◆ **Task description**: How many lines of these entries hold the string "nodes"? Answer with the number alone.

◆ **The records**:
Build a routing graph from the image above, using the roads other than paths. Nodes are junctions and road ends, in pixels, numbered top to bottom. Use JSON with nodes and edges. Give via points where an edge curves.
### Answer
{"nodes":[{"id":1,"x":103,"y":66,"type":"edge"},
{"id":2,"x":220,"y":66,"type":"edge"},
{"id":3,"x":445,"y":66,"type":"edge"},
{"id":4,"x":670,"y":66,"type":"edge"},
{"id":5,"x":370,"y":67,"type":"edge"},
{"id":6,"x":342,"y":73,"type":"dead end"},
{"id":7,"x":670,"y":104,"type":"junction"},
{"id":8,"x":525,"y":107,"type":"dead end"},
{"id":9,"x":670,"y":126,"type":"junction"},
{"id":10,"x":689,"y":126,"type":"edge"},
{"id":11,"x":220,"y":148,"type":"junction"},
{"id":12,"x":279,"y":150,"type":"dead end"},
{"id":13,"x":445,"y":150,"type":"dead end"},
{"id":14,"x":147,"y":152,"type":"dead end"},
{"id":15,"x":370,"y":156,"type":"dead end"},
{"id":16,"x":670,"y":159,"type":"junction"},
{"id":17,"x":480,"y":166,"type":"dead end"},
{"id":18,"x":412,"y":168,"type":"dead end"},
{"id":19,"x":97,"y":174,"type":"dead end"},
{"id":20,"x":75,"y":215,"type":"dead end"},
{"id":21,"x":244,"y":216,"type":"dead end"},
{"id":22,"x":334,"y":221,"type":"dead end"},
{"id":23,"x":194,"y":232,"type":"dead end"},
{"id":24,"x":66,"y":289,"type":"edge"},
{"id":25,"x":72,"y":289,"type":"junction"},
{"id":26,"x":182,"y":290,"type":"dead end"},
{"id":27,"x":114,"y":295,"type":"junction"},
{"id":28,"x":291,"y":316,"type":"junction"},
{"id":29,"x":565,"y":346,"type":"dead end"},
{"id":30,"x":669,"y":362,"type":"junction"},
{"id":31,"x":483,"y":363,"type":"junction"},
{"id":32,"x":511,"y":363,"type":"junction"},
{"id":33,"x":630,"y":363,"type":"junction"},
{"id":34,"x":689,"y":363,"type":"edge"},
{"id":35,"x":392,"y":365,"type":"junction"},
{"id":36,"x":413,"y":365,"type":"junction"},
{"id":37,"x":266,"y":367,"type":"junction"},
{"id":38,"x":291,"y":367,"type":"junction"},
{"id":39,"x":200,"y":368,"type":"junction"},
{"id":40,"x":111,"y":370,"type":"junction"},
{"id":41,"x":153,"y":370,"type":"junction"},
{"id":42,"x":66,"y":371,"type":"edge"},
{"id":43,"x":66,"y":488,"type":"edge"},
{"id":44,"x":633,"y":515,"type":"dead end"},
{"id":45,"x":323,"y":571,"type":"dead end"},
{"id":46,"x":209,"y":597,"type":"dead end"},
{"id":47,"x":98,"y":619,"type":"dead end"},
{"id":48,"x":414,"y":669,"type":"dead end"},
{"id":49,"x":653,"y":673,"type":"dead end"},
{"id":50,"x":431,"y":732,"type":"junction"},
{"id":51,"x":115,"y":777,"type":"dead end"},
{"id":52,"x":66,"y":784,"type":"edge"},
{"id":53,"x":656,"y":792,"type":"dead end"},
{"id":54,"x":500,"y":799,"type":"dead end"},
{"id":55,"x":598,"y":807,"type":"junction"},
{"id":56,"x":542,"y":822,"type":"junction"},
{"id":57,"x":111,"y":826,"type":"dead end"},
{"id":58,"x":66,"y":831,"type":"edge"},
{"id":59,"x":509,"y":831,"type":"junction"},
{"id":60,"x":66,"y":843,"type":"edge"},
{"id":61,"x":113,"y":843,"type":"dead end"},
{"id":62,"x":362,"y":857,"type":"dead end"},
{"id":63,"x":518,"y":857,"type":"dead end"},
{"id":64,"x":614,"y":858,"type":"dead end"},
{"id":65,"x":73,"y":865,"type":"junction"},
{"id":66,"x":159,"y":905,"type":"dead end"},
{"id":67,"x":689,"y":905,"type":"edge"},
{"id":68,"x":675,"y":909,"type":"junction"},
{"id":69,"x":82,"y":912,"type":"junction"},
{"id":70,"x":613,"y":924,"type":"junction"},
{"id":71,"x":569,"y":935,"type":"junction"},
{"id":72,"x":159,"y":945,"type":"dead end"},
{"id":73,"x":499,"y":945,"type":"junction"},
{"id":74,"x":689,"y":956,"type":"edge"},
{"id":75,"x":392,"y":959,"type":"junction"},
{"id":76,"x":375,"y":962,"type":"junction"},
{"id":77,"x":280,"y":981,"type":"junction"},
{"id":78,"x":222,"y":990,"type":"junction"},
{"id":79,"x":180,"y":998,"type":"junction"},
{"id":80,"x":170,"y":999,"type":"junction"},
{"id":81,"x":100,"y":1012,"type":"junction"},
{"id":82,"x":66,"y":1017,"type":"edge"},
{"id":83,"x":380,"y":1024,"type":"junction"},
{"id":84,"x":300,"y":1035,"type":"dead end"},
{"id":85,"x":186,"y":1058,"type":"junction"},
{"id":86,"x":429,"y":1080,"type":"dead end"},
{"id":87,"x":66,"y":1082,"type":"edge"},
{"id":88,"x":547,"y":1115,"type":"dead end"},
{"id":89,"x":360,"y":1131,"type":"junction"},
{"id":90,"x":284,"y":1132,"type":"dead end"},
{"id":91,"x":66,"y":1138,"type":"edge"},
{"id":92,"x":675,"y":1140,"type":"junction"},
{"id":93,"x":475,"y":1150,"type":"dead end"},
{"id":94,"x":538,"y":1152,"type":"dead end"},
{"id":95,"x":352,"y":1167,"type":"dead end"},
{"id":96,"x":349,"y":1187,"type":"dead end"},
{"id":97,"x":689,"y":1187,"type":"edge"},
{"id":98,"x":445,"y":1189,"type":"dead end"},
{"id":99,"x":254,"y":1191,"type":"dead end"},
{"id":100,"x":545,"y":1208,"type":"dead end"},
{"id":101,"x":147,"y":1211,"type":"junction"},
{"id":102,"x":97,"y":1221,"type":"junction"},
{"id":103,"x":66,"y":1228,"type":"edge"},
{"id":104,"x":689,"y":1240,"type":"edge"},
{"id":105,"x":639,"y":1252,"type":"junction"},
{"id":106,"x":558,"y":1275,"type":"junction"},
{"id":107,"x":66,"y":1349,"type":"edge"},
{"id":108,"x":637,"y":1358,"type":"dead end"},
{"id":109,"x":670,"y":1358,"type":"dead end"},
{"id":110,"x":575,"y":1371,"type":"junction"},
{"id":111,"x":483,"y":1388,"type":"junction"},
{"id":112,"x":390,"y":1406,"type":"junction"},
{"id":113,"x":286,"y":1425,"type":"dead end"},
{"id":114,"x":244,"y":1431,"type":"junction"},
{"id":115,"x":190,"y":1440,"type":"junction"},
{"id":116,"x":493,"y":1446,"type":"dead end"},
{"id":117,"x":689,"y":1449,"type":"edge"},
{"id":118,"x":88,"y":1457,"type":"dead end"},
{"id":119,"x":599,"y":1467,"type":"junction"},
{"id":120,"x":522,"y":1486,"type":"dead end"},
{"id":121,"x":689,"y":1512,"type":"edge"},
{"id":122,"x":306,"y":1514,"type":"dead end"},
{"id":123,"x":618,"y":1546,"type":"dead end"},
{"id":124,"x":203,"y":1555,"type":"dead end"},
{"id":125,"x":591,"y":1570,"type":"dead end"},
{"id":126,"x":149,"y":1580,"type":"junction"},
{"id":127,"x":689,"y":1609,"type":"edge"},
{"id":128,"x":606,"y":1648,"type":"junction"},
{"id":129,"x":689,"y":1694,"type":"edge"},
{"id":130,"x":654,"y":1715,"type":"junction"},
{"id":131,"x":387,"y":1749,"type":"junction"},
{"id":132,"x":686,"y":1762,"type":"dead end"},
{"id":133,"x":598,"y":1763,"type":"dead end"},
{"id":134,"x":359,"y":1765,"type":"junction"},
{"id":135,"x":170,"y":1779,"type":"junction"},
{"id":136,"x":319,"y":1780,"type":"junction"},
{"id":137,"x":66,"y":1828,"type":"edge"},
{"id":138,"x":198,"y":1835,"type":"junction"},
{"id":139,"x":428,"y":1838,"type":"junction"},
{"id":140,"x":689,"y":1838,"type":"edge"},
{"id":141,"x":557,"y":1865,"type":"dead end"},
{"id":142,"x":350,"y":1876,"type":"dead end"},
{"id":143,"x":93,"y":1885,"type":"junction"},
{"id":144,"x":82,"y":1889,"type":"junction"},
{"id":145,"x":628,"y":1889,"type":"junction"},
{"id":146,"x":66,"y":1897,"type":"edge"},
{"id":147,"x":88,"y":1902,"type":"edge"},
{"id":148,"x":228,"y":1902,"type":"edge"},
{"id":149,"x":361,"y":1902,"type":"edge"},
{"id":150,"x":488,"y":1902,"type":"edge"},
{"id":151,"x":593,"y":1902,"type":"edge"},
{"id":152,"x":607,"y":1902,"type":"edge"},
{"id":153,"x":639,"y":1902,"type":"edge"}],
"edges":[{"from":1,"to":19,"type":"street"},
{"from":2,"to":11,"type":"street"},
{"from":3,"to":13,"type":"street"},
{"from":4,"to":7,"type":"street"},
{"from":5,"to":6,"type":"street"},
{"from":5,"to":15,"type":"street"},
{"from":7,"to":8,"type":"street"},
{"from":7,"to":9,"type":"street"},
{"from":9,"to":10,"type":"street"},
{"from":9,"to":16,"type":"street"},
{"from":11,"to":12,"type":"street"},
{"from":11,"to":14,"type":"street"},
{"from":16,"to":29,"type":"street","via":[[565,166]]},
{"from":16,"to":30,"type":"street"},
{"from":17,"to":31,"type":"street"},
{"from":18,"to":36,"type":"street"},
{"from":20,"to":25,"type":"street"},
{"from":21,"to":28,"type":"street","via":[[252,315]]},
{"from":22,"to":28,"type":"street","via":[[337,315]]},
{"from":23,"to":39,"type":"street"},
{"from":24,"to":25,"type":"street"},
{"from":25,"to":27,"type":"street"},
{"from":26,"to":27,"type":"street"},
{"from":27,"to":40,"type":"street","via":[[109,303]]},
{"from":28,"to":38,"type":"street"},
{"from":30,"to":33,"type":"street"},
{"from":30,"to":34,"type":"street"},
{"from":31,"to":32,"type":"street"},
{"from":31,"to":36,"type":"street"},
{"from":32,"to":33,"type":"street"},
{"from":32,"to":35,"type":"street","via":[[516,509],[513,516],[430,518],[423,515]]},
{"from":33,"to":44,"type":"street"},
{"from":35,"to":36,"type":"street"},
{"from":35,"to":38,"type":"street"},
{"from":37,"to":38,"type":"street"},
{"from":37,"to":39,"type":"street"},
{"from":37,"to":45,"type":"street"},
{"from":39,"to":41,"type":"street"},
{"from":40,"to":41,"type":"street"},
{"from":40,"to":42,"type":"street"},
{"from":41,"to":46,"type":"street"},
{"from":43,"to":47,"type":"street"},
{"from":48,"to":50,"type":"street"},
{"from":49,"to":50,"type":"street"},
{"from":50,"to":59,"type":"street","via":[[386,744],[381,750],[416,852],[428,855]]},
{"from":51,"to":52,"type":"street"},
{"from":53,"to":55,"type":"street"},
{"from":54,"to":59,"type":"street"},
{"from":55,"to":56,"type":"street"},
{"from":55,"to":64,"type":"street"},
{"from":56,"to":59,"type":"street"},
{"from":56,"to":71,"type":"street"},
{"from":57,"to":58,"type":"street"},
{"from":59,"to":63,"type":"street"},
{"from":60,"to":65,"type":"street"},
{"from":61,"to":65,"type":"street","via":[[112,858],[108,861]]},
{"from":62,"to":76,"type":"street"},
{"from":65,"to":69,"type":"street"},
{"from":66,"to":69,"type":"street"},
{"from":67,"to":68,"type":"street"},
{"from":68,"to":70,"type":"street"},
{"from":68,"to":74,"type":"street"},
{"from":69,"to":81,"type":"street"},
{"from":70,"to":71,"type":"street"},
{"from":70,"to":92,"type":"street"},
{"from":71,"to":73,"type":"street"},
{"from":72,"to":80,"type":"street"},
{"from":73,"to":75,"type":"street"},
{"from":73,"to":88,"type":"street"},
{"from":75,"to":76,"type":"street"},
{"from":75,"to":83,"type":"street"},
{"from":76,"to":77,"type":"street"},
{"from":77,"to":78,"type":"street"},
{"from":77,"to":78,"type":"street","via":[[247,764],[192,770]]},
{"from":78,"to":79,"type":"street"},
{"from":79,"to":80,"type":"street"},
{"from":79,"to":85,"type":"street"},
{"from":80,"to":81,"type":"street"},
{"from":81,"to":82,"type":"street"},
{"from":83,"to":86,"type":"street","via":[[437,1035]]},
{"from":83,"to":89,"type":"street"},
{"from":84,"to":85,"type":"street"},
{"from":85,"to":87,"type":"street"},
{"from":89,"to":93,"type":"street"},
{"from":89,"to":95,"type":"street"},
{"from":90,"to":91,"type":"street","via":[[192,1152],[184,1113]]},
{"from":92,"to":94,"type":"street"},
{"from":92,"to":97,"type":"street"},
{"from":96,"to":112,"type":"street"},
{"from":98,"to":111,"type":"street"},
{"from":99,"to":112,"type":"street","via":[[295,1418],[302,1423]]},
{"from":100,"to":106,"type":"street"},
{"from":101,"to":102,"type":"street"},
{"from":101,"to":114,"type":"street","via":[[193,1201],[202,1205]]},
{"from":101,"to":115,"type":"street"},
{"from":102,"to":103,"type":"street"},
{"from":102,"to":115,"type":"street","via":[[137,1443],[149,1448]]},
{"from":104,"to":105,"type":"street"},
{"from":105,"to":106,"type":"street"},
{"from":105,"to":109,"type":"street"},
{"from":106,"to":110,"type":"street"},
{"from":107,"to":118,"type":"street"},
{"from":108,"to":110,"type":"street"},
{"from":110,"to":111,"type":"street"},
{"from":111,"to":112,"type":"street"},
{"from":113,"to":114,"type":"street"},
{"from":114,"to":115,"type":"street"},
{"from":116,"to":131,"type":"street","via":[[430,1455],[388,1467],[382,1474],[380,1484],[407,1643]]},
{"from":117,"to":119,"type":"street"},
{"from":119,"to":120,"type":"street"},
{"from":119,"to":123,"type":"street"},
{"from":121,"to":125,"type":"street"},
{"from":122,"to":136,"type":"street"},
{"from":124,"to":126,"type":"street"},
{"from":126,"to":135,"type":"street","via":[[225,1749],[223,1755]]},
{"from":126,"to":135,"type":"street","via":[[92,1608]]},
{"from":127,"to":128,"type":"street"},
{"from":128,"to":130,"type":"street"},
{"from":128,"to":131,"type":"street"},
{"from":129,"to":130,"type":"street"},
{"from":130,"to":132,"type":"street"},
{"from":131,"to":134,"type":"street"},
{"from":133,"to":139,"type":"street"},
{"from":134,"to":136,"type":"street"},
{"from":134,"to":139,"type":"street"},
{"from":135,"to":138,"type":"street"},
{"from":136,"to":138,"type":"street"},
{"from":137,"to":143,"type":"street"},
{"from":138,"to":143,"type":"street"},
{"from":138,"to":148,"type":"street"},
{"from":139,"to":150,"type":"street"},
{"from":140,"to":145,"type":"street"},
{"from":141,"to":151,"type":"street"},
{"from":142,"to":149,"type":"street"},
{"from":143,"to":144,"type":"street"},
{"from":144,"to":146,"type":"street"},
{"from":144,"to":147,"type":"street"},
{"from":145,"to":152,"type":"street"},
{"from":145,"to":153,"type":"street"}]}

◆ **Response to the task**: 2